Where’s the fun in buying the things your heart desires, though, I am asking you…? I mean, if you can have it the difficult way – you know, blood, sweat and tears – why take the easy way out?
In another life, I must have been a maître chocolatier… Slightly sadistic. So I got out my stash of Lindt Crémant Noir 49% – safely hidden in my bookshelf, don’t tell anyone – and got down to
playing creating! I’ll probably never grow up… Or I’ve got a serious case of OCD. Either or, I think I’m doomed. Must arrange candy neatly, argh! It really is an obsession.
Only a madwoman wakes up at 07:30 on a gloomy Sunday to be crouching on the floor in her pajamas, flatlaying her a bagful of candy in neat lines*… *Uhm, did I mention I am slightly disappointed but only realized after
I ate most of the candy was used up that the lines aren’t really straight…! Argh, so stressful, this OCD… sighs. Doomed, you guys!

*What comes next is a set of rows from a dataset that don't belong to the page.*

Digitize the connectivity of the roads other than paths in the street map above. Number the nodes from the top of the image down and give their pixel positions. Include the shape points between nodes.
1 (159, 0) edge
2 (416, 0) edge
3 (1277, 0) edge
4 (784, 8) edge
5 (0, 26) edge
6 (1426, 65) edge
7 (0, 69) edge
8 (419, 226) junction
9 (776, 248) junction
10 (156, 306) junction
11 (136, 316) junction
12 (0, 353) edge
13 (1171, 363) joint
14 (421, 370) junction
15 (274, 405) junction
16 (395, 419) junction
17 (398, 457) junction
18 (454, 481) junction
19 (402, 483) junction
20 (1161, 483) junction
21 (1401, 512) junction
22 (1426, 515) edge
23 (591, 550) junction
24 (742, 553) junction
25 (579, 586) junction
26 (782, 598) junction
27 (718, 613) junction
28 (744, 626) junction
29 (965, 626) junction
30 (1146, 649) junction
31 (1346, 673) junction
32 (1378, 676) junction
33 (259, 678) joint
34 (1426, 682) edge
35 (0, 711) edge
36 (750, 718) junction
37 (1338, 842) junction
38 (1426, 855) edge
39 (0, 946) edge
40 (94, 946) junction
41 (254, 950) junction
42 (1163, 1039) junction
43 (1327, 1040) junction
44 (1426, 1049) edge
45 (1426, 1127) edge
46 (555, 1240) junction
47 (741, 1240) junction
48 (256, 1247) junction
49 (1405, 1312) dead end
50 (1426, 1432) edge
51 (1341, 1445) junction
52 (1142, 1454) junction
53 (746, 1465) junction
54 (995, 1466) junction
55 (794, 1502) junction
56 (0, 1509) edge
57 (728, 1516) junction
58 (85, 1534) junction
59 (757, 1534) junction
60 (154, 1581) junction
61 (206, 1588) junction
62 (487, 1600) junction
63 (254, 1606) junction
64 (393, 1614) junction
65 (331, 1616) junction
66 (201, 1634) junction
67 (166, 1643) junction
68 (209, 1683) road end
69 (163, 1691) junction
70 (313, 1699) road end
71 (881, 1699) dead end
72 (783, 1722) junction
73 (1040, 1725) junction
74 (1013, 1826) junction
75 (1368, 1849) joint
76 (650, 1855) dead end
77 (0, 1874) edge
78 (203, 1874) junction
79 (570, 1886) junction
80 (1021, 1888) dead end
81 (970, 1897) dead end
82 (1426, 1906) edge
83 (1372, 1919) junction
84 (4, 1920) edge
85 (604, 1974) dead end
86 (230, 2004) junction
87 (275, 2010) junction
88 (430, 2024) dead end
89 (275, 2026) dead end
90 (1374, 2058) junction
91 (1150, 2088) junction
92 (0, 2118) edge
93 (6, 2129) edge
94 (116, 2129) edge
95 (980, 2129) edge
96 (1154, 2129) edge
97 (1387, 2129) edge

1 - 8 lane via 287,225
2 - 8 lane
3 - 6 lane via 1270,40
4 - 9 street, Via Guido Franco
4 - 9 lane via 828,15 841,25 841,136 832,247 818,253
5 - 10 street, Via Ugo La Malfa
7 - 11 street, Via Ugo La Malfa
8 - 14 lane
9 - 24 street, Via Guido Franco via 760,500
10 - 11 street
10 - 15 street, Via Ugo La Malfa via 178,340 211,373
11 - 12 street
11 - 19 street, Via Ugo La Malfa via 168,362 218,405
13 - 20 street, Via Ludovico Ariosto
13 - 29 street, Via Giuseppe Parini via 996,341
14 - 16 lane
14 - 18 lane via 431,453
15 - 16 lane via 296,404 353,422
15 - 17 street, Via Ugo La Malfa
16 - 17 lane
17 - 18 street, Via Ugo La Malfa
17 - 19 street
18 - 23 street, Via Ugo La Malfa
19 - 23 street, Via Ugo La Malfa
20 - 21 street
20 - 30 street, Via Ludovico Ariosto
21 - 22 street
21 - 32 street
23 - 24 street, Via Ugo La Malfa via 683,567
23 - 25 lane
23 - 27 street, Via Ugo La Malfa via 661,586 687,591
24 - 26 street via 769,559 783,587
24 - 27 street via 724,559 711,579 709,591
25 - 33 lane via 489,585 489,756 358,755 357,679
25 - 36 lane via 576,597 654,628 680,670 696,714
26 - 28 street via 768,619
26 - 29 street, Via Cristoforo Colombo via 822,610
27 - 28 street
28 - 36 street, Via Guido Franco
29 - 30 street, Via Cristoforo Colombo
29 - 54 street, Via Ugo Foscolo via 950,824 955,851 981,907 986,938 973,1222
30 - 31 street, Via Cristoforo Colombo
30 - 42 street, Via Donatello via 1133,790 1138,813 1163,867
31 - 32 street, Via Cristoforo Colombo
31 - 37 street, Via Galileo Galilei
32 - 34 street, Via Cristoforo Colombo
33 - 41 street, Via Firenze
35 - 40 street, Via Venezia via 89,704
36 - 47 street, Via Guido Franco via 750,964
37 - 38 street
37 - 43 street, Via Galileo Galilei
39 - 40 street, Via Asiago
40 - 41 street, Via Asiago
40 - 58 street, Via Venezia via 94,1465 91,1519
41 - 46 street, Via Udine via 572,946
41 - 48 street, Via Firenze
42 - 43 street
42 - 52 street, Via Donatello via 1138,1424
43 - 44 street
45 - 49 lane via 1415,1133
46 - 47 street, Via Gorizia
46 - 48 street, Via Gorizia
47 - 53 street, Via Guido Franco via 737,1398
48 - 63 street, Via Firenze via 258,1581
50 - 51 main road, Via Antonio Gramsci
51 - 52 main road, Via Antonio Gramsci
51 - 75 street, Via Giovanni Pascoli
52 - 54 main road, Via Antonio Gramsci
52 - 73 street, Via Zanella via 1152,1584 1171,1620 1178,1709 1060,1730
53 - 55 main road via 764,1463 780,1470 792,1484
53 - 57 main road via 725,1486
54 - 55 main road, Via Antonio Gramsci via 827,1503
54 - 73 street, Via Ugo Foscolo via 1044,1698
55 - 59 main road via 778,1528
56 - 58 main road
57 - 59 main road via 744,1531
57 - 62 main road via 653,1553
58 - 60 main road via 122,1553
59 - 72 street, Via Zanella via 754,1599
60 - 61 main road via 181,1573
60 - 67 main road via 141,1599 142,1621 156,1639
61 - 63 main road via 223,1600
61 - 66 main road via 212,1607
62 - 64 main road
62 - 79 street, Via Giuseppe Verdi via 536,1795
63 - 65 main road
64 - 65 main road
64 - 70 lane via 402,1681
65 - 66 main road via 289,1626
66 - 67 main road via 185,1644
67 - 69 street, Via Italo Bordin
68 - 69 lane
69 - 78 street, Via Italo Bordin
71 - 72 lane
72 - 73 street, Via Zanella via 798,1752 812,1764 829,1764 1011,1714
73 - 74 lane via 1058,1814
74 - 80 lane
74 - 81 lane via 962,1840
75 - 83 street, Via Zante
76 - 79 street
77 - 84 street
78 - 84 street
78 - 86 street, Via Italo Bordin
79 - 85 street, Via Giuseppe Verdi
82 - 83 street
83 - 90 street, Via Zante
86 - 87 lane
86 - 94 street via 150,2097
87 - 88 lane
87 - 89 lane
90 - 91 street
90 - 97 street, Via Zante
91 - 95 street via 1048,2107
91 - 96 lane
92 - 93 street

A pile of uncoordinated candy. This basically asks for a neat, military-style, color-coordinated line-up…! Right? Tell me I’m not the only one who needs to do this… Thank you. Did I mention I picked over the green-colored conversation hearts? They simply didn’t fit my color scheme. Well, win some, lose some. They didn’t suffer, rest assured. I made sure they didn’t suffer, no.
In other news, how cute are those pigs…?
Find the mistake, though. Found? Yep, there: one green conversation heart! Sabotage! Someone’s sabotaged my candy stash!
Btw, my better half called this “Valentine’s Pizza”, lol. I’m not sure that’s a good thing? Maybe I wasn’t a maître chocolatier, after all. Maybe I am just this: forever a big girl.
Grown-up advice: When creating chocolate barks, you can mix different chocolates, too. I used a dark base and a white chocolate top layer, that I tinted pink. Go as wild with the toppings as you want! I used my favorite candy; including conversation hearts (their sourness and texture adds a fun twist to chocolate), mini marshmallows, differently flavored heart gunmmies and sprinkles for good measure.
300 g Lindt Crémant Noir 49%
200 g white chocolate
Optional: 2 tbsp. butter
2 cups mixed candy of your choice (I used conversation hearts, mini marshmallows and gummy hearts)
Some sprinkles (I used pale pink ones and red heart-shaped ones)
Break up the chocolate. Melt the dark chocolate on lowest heat, stirring occasionally to smooth it. Spread out the melted dark chocolate on a baking sheet and shape it into a rectangle of about 0.5 cm thickness. Smooth it over with a spatula. Put it in a cool place to harden. In the meantime, melt the white chocolate in a clean new pan (note: white chocolate should be heated on even lower heat or it will get sticky and crumbly). If needed, add some butter to help it get silky smooth. Tint with a drop of food coloring. When the dark chocolate has hardened, spread the white chocolate on top. Decorate with the candy and sprinkles, pressing the gummies gently into the white chocolate layer. Chill some more, until the bark has completely hardened. Before cutting the bark into chunks, let it come to room temperature (note: a chocolate that’s too hard will result in breakage when sliced). Cut or break into chunks and wrap in cellophane bags. Ready for gifting!